··· Records for this exercise ···
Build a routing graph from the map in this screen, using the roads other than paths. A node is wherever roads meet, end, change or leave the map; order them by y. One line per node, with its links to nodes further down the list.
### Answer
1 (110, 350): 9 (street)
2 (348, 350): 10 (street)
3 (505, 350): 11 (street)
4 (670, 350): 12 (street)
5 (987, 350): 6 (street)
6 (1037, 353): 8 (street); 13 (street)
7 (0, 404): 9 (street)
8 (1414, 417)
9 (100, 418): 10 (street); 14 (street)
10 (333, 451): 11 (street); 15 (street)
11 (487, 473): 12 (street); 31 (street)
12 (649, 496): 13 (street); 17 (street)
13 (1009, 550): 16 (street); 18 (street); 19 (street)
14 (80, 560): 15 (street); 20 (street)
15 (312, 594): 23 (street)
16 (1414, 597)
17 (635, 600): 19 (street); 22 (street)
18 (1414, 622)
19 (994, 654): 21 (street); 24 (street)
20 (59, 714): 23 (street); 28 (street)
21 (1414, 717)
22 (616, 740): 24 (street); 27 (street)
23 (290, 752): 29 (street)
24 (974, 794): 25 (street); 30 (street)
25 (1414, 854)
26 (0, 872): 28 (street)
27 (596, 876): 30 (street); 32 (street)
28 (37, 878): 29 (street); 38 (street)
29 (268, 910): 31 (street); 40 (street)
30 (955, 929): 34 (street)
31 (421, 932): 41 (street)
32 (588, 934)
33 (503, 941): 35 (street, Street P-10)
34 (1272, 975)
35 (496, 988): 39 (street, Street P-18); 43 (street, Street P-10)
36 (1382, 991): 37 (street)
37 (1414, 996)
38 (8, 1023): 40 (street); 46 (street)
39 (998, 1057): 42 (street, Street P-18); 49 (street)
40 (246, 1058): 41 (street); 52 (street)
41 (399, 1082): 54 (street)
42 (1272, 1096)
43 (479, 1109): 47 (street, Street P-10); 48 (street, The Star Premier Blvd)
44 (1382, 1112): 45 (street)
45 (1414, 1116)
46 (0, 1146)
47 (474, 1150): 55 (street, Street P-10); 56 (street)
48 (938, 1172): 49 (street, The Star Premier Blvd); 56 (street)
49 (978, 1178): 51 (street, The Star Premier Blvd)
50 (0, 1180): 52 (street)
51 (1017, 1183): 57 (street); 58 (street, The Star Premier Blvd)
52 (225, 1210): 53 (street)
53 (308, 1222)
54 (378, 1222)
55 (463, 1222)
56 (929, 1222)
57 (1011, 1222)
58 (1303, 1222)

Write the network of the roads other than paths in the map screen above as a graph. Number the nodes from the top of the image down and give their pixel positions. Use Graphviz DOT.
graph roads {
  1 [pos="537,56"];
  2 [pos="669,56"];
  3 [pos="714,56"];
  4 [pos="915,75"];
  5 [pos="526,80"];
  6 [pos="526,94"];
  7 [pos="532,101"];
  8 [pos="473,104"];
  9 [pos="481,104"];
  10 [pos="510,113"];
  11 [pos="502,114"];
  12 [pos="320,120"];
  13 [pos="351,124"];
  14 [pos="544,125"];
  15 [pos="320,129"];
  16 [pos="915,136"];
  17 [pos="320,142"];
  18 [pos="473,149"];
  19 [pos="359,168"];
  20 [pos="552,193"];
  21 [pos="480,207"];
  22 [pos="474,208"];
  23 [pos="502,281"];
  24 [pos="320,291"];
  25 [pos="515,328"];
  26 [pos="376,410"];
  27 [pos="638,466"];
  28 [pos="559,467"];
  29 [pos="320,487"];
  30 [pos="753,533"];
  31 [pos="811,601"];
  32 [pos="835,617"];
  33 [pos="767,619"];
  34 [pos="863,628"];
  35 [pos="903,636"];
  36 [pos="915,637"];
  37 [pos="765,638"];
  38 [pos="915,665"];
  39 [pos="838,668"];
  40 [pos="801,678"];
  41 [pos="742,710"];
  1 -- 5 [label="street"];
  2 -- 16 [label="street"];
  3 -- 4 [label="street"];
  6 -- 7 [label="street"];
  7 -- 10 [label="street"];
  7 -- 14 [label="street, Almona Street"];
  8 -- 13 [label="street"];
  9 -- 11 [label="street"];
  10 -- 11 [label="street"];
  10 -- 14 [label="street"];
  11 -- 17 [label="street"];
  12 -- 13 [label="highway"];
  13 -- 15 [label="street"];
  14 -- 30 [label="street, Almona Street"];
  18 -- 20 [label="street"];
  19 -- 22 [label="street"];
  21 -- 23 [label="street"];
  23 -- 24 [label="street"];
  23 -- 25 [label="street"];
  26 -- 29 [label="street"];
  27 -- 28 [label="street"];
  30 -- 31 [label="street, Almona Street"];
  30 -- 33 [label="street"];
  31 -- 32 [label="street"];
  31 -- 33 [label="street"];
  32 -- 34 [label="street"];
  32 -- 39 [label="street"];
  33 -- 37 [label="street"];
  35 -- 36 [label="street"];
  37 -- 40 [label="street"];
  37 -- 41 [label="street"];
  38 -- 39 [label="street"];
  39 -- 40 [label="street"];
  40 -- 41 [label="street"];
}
···
Work instructions:
Using the records above, report each line with the string "Star".

Solution below:
43 (479, 1109): 47 (street, Street P-10); 48 (street, The Star Premier Blvd)
48 (938, 1172): 49 (street, The Star Premier Blvd); 56 (street)
49 (978, 1178): 51 (street, The Star Premier Blvd)
51 (1017, 1183): 57 (street); 58 (street, The Star Premier Blvd)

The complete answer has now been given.